Parenteral artemisinin based therapy versus parenteral quinine in the treatment of severe Malaria : a comprehensive literature review

Abstract

BACKGROUND Prompt effective treatment is central in preventing death in severe malaria. Several studies have compared different artemisinin derivatives to quinine in the treatment of severe malaria. Recently, there have been reports of delayed hemolysis after parenteral artesunate use in the treatment of severe malaria. This review seeks to answer the research question: parenteral artemisinin derivatives versus parenteral quinine which is better, in efficacy and adverse events for the treatment of severe malaria? METHODS All relevant studies on the efficacy and/or adverse events of artemisinin derivatives in the treatment of severe malaria were included in this review. Data bases searched were: MEDLINE, the Cochrane Library, EMBASE and Google. RESULTS 31 studies were included (15,174 participants). Artemisinin derivatives had lower mortality compared to quinine. Artemisinin derivatives had similar duration of hospital stay compared to quinine. Artemisinin derivatives resolved coma faster, cleared parasites faster and cleared fever faster than quinine.

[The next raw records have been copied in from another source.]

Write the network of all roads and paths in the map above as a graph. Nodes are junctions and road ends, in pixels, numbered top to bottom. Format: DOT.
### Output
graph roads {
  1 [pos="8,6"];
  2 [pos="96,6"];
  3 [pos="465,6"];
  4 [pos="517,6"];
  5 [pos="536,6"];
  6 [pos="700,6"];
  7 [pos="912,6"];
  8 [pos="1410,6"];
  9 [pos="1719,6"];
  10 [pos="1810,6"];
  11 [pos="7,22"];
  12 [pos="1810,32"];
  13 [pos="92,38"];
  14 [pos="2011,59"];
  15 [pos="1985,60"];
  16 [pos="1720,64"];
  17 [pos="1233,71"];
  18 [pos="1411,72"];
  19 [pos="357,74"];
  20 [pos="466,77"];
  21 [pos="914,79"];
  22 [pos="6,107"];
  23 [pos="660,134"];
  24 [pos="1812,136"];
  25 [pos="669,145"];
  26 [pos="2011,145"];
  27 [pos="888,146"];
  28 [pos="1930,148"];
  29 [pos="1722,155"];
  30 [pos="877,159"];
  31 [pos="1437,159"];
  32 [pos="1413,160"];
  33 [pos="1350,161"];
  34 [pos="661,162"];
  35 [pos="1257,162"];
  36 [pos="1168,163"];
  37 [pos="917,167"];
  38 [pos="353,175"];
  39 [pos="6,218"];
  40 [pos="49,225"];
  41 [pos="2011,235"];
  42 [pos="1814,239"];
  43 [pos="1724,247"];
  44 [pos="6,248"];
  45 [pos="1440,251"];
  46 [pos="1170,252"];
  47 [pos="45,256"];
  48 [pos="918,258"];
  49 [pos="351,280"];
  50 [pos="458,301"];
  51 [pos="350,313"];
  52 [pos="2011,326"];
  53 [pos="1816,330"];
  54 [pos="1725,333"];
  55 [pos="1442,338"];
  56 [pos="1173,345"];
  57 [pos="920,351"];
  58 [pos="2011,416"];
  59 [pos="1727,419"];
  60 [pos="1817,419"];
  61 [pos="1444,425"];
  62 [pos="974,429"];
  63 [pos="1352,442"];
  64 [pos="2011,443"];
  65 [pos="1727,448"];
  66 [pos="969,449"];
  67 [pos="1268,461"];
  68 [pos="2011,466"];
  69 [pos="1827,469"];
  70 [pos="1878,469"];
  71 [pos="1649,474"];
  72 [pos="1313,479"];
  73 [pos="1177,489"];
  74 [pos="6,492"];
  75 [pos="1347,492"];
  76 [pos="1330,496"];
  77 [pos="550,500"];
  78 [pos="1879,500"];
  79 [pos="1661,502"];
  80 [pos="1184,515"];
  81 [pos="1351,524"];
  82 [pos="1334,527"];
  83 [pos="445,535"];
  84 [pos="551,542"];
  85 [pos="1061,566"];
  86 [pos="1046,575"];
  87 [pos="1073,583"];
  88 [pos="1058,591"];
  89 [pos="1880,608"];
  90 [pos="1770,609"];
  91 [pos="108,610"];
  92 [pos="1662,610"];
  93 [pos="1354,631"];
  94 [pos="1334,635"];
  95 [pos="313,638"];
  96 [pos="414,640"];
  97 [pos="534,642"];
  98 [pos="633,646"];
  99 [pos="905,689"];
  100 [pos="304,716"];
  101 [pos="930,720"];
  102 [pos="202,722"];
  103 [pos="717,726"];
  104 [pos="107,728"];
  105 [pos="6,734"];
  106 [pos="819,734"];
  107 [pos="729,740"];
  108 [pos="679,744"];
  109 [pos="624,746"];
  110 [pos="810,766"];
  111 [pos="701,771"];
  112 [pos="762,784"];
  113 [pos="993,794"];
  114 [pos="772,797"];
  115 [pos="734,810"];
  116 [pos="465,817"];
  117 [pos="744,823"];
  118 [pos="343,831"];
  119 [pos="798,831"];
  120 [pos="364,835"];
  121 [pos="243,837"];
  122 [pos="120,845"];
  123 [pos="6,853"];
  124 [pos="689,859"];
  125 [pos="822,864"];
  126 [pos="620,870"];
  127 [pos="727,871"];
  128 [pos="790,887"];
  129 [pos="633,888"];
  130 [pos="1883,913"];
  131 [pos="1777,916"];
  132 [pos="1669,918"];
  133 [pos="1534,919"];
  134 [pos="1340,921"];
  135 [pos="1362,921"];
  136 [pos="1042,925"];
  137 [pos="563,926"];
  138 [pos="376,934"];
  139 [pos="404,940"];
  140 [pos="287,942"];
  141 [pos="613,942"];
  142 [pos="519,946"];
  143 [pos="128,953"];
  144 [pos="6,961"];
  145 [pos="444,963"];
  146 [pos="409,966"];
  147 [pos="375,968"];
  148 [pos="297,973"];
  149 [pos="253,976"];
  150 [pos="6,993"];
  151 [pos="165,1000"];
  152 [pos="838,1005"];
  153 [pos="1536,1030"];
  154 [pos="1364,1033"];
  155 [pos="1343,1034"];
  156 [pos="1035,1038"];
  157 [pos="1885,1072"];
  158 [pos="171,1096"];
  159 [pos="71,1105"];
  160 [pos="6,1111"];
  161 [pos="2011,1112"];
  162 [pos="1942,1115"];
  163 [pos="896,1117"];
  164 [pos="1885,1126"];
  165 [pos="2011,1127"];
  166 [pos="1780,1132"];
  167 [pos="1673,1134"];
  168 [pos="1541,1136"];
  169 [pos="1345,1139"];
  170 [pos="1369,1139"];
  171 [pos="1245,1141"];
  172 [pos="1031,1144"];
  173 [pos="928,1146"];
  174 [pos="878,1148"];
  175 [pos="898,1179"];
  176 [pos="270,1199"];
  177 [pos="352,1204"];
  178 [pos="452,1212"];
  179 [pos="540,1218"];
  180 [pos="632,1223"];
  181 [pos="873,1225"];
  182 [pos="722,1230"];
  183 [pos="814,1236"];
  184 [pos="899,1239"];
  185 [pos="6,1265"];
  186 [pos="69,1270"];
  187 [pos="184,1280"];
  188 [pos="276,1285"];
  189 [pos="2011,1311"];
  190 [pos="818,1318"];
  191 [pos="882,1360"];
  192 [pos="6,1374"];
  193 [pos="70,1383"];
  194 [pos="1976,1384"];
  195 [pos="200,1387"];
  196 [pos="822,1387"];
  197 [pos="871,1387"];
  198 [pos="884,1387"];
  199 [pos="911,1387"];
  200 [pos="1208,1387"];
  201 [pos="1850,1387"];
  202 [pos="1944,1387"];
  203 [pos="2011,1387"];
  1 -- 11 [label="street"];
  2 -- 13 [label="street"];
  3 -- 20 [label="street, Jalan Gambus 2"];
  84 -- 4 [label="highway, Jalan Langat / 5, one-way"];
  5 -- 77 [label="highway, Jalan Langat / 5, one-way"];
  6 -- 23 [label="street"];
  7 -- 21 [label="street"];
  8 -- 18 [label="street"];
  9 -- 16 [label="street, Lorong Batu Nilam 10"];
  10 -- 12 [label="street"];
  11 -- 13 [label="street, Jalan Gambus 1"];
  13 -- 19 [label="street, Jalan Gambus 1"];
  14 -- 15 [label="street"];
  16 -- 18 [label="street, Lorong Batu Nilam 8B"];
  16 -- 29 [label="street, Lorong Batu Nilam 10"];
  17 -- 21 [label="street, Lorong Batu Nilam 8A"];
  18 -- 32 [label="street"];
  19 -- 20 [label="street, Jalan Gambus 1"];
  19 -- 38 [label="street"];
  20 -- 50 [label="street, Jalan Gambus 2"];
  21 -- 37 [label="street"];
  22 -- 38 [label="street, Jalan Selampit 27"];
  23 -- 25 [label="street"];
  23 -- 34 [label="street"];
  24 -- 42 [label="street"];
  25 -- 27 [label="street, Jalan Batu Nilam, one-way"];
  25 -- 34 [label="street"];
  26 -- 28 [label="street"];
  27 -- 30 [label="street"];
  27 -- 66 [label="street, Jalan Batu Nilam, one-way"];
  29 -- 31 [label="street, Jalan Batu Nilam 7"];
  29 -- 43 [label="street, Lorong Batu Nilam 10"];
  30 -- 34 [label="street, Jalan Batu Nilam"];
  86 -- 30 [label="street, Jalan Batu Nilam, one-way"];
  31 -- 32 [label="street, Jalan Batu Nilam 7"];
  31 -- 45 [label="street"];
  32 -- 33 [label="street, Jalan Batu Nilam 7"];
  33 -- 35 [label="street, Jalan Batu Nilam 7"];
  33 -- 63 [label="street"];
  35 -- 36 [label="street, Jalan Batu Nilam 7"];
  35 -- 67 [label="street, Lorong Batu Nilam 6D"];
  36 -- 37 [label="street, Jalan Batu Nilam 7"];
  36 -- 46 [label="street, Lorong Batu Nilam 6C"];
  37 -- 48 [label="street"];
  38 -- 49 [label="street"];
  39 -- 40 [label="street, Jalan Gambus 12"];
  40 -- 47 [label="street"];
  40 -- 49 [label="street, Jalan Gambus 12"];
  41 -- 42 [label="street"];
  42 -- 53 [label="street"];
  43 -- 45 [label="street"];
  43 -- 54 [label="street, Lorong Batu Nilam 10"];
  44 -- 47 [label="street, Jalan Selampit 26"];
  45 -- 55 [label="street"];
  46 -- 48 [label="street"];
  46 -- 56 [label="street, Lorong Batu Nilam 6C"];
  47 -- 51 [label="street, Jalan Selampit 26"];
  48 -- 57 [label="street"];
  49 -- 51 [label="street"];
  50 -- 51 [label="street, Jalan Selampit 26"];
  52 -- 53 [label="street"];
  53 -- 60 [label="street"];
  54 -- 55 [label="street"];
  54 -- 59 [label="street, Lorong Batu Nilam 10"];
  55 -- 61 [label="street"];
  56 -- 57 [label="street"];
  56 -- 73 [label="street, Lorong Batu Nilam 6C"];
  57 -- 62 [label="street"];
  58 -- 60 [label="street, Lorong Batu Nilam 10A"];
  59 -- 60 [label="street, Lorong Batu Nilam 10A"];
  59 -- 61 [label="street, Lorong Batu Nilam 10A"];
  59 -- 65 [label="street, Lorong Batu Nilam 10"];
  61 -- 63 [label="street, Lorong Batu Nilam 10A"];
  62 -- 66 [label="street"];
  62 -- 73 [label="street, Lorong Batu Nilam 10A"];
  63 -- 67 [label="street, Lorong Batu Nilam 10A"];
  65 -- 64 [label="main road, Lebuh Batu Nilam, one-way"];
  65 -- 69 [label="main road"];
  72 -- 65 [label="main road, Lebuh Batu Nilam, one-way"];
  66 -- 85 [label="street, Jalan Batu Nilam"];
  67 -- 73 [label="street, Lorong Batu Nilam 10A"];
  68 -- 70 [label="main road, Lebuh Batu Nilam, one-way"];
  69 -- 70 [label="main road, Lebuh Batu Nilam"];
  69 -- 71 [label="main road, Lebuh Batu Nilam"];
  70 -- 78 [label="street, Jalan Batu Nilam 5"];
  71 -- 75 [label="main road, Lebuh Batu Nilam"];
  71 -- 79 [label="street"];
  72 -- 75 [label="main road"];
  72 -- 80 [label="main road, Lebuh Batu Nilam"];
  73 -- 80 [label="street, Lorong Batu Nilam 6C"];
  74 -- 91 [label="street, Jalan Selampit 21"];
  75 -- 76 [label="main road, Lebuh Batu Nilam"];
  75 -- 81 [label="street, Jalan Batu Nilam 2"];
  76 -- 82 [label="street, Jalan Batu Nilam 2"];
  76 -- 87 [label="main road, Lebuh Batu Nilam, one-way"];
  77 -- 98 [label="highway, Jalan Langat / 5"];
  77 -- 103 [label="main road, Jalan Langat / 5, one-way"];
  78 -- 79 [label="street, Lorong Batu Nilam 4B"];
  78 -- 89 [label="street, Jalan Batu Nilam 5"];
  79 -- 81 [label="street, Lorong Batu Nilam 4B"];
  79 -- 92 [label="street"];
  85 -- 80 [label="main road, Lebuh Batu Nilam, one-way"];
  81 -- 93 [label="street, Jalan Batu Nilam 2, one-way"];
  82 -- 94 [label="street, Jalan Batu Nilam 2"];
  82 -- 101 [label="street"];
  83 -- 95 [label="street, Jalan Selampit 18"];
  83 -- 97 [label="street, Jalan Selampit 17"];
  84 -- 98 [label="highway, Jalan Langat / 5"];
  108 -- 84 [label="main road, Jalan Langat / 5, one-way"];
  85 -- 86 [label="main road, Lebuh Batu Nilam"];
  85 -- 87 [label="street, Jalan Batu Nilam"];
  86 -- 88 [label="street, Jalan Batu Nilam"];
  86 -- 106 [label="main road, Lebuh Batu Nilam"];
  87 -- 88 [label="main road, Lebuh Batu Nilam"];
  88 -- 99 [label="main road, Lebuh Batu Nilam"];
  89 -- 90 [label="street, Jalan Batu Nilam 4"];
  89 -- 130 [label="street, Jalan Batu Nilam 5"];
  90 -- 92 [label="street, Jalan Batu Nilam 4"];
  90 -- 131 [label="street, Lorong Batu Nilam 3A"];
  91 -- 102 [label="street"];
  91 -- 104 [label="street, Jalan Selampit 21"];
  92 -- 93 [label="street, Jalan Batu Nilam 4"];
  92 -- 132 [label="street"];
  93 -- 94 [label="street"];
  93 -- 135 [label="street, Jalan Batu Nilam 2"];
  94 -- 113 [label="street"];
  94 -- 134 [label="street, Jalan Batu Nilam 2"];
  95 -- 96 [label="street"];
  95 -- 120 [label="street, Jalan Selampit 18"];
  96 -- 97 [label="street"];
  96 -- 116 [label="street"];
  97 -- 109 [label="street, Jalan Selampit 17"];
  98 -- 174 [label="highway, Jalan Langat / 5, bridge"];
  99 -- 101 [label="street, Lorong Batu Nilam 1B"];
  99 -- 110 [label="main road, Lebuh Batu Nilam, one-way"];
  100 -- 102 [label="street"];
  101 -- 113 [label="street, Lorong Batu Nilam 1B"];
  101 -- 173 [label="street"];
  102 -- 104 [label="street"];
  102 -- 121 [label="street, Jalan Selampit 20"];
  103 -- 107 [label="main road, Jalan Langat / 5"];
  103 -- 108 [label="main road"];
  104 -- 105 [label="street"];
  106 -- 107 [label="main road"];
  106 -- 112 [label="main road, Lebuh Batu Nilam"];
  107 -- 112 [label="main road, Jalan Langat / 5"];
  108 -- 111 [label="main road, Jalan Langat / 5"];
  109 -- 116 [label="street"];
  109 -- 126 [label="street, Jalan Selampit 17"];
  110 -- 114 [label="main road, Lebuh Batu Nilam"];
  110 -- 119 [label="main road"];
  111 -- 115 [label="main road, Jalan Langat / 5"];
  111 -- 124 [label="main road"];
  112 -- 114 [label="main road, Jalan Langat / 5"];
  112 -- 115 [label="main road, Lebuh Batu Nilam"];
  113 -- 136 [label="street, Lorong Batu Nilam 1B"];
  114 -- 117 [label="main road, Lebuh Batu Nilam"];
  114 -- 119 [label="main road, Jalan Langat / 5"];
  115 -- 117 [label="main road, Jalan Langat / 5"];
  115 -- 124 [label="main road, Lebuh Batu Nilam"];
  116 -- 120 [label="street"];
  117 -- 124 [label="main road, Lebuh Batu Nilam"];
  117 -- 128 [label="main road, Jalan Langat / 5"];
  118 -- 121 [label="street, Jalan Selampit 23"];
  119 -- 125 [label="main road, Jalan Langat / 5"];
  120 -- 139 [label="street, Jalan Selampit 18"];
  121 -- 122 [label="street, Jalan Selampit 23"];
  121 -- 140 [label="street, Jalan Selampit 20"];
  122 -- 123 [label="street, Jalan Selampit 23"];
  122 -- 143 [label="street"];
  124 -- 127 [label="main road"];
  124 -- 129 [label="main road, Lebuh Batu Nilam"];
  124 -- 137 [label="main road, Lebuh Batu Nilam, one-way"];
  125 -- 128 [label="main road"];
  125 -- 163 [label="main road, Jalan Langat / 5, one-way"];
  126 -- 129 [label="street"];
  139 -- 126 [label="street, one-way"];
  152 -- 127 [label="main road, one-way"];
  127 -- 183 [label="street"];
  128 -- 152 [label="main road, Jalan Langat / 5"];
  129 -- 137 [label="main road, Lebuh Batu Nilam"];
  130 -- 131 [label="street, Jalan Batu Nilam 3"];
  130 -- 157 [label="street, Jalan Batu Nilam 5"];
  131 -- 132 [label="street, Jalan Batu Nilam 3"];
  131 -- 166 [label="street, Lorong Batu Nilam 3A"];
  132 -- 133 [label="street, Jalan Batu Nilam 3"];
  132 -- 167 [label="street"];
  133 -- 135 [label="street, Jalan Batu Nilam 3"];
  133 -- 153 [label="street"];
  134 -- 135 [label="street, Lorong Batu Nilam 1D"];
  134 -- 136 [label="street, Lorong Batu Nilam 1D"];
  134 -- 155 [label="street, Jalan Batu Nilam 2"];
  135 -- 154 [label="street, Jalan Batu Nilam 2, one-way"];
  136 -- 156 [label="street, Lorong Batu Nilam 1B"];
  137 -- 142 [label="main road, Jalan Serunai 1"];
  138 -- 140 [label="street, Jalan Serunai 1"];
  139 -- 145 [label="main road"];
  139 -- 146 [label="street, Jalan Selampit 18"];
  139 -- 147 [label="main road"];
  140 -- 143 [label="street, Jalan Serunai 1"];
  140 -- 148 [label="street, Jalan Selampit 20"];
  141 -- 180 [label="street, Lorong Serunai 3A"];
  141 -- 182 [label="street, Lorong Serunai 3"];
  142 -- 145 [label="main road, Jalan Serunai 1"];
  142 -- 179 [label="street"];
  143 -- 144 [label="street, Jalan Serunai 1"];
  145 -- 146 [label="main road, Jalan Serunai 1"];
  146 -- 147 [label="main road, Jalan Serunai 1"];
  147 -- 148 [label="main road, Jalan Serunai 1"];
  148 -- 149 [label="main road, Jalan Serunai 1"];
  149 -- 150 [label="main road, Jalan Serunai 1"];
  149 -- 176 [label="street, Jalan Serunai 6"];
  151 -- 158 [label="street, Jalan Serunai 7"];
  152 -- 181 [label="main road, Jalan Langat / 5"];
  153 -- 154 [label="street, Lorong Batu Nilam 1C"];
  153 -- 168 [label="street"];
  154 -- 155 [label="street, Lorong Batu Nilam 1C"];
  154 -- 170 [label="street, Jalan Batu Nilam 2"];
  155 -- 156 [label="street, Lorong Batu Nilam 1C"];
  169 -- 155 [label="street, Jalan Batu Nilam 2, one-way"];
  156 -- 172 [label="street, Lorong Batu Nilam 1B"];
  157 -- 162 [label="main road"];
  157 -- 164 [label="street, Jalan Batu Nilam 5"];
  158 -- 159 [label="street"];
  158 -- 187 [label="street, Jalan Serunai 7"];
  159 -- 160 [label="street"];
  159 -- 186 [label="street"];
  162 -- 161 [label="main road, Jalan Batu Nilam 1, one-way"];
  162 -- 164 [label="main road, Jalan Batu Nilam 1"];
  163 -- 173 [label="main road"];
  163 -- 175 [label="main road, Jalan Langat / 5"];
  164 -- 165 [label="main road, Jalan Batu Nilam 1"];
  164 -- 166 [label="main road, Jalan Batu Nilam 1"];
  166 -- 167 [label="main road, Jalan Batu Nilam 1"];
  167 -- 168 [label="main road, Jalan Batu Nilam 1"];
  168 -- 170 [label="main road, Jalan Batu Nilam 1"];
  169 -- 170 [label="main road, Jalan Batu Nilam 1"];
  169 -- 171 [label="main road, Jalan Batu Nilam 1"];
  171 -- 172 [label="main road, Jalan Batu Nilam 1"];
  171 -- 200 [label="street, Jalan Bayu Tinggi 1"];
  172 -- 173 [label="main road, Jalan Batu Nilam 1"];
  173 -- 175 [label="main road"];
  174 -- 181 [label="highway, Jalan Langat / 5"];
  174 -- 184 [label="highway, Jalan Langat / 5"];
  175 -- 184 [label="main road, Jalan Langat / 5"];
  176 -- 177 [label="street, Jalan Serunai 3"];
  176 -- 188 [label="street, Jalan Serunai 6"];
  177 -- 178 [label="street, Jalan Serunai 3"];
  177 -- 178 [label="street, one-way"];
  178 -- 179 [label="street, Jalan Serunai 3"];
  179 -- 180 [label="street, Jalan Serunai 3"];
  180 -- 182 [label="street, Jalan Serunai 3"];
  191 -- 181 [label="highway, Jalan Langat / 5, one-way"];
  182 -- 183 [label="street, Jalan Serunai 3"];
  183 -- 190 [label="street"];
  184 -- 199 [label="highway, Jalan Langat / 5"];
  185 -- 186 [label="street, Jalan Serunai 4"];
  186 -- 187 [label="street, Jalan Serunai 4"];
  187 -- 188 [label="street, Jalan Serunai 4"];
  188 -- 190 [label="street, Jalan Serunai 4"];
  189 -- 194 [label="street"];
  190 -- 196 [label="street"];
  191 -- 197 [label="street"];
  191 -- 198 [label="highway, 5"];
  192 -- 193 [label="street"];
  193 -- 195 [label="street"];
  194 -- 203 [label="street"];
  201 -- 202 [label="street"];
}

More cases of hypoglycemia, hearing disturbances, visual disturbances, prolongation of QTc interval, hepatotoxicity and acute renal failure were reported in quinine than in the artemisinin derivatives. More cases of delayed haemolysis were reported in the artemisinin derivatives, specifically artesunate, compared to quinine. CONCLUSION Artemisinin derivatives have more efficacy and less adverse events compared to quinine. There is a need for pharmocavigilance after parenteral artesunate use for 4 weeks.